I emigrated to the United States months before my fifteenth birthday. During high school, there was no place for Chilean identity that included more than the typical geographical question: “Where is Chile?” and whether Chileans liked spicy food since we had named our country after chilies. My family was the only connection to Chilean culture I had. I became embarrassed of being Chilean and Latin American. I decided to forget this part of myself and try to blend in. But my brown skin and accent kept me from being successful in my attempts.

I began my college career at UMass Boston as a Biochemistry major. The first time I walked into the Hispanic Studies Department was to meet the University’s foreign language proficiency requirement. I had to make an appointment to have a conversation in Spanish with the head of the department. The meeting went well and I met the requirement. The head of the department suggested that I look at some of the classes the department offered. I took a catalogue but quickly forgot about it.

Right around that time, I watched the movie “The Motorcycle Diaries” about the coming of age of Argentinian revolutionary Ernesto “Che” Guevara. I never analyzed the power this film had on me aside from its message of equality, education and justice. This movie was a cultural form that embraced the discourse of the Latin American left and portrayed its supporters as inspiring, courageous and intelligent people. After watching this movie, I wanted to embrace my political past. I wanted to be recognized as Chilean and Latin American. I wanted to stand for the rights of the poor and the oppressed.

I went back to the department determined to learn about Latin America and the plea of the poor. I met with Professor Ann Blum to discuss taking her class, “Reform and Revolution in Latin America.” I started with a concentration in Latin American Studies. Eventually, I changed my major to Spanish literature and a concentration in Latin American Studies. I ended my undergraduate career with a double major in Spanish literature and an individual major that I titled “Class, culture and politics in Modern Latin America and the Spanish Caribbean.” My advisor for this highly specific major was Professor Blum.

Even though my interest in Latin America may have been superficial at first, what I achieved during my time at the Hispanic Studies Department was something different than my romantic dream of becoming a revolutionary. When I began to take Spanish literature courses, I became interested in the way we talk and narrate history. Historical novels fascinated me. I wanted to know more than just the stories told. I wanted to know why these stories were written and what they told us about the historical time they were from, identity, and what voices they represented. The completion of my majors would not have been possible if I did not take classes in both history and literature. The novels, paired with the solid historical background, gave me a new set of eyes; eyes that allowed me to understand historical periods with more than just official historical accounts. I began to understand history as a mosaic of voices. In literature, I found voices that were muted or absent from official history.

I found myself in a place far away from what I had originally come to the Hispanic Studies Department for. Where was I? How did I get there?
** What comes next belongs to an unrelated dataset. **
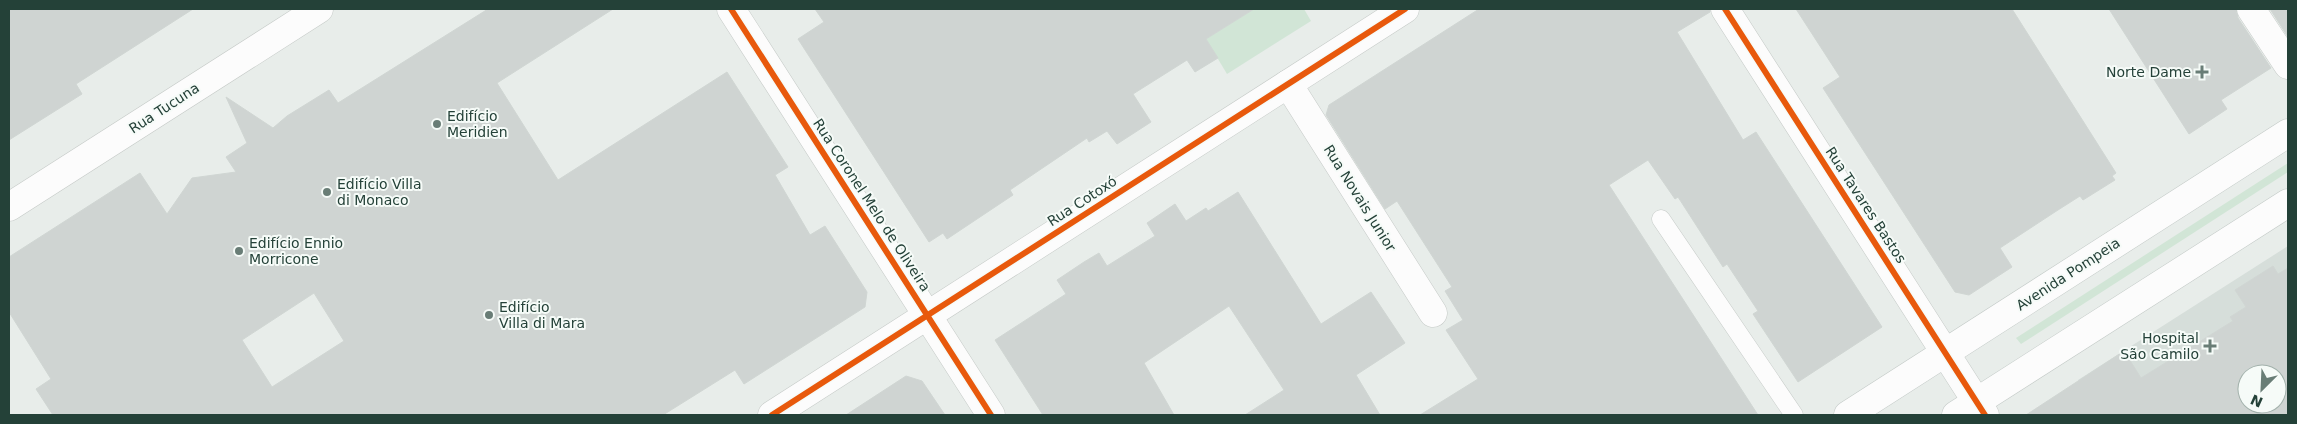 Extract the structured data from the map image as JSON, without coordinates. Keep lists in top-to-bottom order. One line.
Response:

And most importantly, why did this matter? I decided to explore the connection between literature and history and its significance, so I embarked in a beautiful and challenging journey of writing an undergraduate thesis on the topic of the Chilean historical memory.

My thesis advisor was Professor Wanda Rivera-Rivera, and my thesis committee included Professors Ann Blum and Maria Cisterna. I worked closely with Professor Rivera-Rivera for over a year. My thesis was about the Chilean historical memory through the writings of exiled Chilean author Roberto Bolaño. I read many works by him and I chose three that demonstrated that when official historical accounts are manipulated to censor the point of view of the oppressed, their voice finds a place in the world of the invented, fiction.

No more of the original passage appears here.